Transformer Module#

1-D Vision Transformer (ViT) adapted to MALDI-TOF binned spectra: non-overlapping Conv1d patch embedding, learned positional embedding, optional [CLS] aggregation token, a stack of pre-norm multi-head self-attention blocks with MLP + LayerScale + stochastic depth, and a linear classification head over the pooled representation.

Why a plain ViT for MALDI? Every token attends to every other token in every block, so widely-separated m/z peaks interact directly at layer 1 rather than through several stages of local-window merging.

Design deviations from the canonical ImageNet ViT.

  • embed_dim=64 and depth=6 by default (literature ViT-S is embed_dim=384, depth=12); the smaller recipe is calibrated for MALDI-TOF cohort sizes (few thousand spectra) where data efficiency dominates over raw capacity.
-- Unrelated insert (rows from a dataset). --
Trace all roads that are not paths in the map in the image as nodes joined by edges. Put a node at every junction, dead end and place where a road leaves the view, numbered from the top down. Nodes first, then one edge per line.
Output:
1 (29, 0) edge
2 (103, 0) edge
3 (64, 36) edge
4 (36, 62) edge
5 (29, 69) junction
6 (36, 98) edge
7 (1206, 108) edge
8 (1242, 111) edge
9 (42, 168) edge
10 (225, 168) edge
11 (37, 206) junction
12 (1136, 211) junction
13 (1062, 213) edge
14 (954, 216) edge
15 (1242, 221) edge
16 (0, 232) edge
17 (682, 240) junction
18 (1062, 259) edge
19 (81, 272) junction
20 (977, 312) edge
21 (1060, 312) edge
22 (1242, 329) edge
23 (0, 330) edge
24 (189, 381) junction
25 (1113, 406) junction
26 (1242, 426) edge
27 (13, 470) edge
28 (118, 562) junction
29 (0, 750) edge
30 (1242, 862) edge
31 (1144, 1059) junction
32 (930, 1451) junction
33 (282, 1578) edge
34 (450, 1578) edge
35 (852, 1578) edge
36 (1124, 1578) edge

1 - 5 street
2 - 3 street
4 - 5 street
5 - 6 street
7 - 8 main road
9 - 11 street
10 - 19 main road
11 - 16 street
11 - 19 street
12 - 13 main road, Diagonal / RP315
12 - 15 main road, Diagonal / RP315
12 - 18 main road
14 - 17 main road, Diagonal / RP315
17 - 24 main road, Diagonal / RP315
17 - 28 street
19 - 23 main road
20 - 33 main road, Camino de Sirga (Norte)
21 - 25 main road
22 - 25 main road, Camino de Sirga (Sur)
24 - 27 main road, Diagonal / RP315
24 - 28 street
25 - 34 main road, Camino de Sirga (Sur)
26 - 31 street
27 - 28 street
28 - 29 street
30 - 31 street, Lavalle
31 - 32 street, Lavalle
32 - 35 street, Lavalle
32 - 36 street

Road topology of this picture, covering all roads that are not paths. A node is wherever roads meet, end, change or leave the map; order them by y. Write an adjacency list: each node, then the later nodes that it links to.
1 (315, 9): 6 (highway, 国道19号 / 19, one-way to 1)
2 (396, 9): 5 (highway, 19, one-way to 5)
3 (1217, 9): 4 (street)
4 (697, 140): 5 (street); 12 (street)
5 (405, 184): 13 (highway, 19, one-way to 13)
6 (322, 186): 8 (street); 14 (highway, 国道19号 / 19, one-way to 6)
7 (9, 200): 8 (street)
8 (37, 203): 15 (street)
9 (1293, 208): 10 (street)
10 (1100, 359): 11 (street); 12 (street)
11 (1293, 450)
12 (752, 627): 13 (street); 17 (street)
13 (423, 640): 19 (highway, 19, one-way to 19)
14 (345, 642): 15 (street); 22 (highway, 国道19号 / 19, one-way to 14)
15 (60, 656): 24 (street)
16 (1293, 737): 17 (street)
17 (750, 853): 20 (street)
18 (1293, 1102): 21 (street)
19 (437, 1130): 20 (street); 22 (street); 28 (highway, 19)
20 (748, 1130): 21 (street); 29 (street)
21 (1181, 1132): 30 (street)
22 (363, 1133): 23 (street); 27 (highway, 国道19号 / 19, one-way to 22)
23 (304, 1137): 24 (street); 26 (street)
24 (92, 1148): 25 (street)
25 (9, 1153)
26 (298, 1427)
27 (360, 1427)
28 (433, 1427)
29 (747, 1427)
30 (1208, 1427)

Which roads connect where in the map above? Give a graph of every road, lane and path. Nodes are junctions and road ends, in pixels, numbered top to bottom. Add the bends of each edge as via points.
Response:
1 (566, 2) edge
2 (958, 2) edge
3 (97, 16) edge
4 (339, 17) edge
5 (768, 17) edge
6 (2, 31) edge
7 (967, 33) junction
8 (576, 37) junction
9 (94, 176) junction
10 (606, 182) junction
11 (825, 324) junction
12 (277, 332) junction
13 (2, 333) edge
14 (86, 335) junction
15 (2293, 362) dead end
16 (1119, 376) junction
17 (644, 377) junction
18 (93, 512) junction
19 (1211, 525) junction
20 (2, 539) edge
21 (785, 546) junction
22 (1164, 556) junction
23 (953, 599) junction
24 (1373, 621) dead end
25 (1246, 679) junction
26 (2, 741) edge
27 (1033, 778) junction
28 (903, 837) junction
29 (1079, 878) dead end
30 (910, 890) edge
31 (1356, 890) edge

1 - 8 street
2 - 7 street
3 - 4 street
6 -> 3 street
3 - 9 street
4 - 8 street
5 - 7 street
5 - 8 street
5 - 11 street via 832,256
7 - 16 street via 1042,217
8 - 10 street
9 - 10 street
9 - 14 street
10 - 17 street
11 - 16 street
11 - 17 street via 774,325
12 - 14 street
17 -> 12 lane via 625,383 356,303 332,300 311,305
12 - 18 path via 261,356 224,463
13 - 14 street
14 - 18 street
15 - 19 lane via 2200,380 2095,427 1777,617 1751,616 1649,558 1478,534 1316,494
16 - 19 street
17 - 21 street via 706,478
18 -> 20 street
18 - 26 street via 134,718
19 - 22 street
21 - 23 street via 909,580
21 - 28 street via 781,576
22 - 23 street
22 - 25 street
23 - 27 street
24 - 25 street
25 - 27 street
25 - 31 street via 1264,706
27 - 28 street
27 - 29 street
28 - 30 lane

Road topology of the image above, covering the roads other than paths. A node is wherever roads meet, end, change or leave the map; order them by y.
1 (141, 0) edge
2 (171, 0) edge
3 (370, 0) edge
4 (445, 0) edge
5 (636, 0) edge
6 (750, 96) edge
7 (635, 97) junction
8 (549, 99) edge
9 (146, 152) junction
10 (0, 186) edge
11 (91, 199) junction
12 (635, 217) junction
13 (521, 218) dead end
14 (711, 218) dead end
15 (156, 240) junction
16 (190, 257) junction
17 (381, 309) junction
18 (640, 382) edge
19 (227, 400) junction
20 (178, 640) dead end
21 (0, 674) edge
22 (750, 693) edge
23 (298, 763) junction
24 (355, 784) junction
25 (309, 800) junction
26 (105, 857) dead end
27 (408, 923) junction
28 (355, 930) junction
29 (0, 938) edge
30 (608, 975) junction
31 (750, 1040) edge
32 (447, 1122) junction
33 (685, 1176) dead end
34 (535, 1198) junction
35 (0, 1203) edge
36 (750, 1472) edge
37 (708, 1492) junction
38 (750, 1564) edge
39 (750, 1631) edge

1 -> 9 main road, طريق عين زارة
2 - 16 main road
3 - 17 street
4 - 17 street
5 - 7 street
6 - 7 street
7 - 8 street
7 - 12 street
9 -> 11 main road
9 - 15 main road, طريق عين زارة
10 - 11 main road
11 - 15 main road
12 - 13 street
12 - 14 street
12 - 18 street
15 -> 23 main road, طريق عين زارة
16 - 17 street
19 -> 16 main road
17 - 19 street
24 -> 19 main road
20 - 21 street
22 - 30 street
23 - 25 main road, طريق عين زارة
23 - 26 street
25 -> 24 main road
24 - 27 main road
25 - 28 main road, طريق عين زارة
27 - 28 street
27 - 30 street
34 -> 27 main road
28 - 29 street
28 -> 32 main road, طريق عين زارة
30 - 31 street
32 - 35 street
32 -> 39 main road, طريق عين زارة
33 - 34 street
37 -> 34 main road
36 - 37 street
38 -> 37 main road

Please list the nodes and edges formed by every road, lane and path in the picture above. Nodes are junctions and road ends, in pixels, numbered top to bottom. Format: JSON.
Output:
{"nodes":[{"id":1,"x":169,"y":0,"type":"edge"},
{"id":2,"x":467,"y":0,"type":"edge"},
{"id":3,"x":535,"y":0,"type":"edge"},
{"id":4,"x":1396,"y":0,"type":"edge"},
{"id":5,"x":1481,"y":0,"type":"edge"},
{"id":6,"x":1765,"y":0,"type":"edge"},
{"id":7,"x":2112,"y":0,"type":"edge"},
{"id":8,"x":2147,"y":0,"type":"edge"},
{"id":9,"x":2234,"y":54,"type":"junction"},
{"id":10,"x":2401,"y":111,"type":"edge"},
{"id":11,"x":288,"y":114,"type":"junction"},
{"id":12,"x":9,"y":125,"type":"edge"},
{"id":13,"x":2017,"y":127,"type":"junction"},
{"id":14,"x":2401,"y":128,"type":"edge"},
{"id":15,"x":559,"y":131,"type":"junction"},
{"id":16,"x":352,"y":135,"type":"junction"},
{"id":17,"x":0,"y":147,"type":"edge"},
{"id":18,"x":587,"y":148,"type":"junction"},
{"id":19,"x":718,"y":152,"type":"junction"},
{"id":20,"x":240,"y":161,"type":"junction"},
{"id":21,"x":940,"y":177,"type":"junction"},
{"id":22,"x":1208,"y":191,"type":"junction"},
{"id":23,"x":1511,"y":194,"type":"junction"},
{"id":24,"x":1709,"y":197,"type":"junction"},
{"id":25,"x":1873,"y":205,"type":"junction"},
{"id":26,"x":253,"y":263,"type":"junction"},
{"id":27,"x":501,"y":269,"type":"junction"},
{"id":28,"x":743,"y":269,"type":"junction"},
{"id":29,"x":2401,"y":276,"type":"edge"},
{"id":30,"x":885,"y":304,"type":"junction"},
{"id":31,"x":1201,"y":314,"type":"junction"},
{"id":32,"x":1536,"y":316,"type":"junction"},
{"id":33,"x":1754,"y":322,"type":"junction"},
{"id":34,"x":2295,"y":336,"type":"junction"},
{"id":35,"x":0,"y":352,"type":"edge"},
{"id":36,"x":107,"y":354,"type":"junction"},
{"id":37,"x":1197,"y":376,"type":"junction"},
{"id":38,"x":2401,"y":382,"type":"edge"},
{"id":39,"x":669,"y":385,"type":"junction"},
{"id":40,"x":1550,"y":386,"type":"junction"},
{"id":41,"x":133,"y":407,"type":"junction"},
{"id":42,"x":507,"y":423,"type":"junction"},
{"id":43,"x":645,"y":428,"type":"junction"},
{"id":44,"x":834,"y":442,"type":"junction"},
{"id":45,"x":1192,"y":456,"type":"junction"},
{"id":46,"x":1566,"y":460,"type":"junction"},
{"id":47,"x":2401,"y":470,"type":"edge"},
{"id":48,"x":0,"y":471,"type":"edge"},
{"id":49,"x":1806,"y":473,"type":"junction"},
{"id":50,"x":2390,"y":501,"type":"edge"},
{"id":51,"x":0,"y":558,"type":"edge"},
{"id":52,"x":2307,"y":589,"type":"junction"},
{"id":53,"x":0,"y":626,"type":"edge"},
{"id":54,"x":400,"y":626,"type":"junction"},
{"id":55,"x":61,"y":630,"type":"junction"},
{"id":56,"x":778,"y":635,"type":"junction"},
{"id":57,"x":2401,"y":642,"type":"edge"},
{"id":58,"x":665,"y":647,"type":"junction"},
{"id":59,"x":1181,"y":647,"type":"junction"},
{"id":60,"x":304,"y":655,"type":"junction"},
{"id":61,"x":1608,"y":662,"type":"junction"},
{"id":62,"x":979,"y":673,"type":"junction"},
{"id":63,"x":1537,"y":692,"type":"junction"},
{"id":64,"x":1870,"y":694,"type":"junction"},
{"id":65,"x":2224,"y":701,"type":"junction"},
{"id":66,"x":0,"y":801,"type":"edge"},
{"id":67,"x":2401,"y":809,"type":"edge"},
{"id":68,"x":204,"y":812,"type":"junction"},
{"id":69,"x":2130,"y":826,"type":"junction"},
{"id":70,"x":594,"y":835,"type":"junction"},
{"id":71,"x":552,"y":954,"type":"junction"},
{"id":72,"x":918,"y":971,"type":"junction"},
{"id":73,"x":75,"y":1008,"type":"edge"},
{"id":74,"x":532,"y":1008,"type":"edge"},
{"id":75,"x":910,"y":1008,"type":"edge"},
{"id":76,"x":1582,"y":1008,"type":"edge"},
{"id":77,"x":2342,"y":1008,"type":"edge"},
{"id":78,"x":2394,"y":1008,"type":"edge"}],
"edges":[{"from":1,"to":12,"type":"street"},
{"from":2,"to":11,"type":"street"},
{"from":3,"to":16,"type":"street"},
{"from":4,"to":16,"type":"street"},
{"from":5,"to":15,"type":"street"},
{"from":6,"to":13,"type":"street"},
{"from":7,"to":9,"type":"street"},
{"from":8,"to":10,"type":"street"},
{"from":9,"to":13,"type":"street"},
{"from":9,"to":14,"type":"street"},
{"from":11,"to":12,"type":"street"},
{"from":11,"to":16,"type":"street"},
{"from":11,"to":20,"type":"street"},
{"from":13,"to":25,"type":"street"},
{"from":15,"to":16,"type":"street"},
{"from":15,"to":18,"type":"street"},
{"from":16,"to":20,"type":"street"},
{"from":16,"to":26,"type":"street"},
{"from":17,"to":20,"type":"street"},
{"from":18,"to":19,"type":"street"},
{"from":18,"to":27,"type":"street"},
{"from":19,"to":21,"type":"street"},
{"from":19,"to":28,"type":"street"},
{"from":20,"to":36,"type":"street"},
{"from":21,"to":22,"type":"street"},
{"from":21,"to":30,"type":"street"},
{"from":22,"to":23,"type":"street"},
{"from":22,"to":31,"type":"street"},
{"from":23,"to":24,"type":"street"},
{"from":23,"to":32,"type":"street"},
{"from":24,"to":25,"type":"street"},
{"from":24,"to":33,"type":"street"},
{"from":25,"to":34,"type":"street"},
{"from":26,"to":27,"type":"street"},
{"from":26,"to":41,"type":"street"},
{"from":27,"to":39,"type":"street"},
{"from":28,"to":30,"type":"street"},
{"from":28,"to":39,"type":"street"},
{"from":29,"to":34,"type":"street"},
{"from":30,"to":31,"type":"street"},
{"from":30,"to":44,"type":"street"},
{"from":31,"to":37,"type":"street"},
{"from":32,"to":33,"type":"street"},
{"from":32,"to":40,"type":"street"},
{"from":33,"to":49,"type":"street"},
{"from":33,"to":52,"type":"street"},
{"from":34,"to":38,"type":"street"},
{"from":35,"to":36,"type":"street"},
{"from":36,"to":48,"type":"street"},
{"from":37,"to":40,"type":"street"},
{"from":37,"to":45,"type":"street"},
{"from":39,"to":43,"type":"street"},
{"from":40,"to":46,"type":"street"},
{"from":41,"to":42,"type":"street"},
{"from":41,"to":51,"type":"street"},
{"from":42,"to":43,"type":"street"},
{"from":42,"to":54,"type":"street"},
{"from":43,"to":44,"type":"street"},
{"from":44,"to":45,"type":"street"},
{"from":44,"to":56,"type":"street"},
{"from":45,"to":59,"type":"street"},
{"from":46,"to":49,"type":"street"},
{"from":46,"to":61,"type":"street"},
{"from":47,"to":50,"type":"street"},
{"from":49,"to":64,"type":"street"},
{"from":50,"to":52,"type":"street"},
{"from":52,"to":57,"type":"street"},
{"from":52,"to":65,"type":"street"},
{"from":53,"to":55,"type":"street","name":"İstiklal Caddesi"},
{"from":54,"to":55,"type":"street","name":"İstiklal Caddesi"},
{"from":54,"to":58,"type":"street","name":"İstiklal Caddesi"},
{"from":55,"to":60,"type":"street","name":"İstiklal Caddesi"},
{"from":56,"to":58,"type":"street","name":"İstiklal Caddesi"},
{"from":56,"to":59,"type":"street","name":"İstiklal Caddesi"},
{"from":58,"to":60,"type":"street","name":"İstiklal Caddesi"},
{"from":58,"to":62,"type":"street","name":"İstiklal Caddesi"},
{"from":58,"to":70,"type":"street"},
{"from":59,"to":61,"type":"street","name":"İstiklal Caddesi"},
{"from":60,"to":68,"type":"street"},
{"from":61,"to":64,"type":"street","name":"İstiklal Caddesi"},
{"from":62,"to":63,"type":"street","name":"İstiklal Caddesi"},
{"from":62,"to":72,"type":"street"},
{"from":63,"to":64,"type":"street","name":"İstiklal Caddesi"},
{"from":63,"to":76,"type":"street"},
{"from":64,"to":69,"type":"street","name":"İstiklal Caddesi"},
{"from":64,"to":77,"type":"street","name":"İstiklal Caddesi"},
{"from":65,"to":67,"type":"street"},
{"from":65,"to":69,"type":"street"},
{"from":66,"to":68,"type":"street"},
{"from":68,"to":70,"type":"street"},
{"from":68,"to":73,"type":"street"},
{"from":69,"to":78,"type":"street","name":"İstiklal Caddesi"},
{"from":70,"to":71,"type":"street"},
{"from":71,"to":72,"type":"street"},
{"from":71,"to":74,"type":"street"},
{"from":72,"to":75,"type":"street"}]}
  • LayerScale is on by default (layerscale_init=1e-4). Each block starts as a near-identity map so training must earn each block’s contribution.

  • CLS pooling is opt-in; default is mean pool over patch tokens, which is more robust on small data (no single aggregator token to overfit).

  • Transformer training recipe baked in as defaults: lr=3e-4, weight_decay=0.05, grad_clip_norm=1.0, warmup_epochs=5. Without these the attention layers diverge on the first few batches.

MaldiTransformerClassifier#

class maldideepkit.MaldiTransformerClassifier(input_dim=None, n_classes=2, patch_size=4, embed_dim=64, depth=6, num_heads=4, mlp_ratio=4, dropout=0.1, attention_dropout=0.0, drop_path_rate=0.1, layerscale_init=0.0001, pool='mean', head_dim=128, learning_rate=0.0003, weight_decay=0.05, grad_clip_norm=1.0, label_smoothing=0.0, loss='cross_entropy', focal_gamma=2.0, use_amp=False, swa_start_epoch=None, tune_threshold=False, threshold_metric='balanced_accuracy', calibrate_temperature=False, min_val_auroc_for_threshold_tune=0.6, use_sam=False, sam_rho=0.05, batch_size=32, epochs=100, early_stopping_patience=10, val_fraction=0.1, warmup_epochs=5, standardize=False, input_transform=None, warping=None, metrics_log_path=None, track_train_metrics=False, augment=None, mixup_alpha=0.0, cutmix_alpha=0.0, ema_decay=None, retry_on_val_auroc_below=None, max_retries=2, class_weight=None, device='auto', random_state=0, verbose=False)[source]#

Bases: BaseSpectralClassifier

sklearn-compatible 1-D ViT classifier for MALDI-TOF spectra.

Parameters:

  • patch_size (int) – Patch size of the initial Conv1D embedding. Token count is ceil(input_dim / patch_size).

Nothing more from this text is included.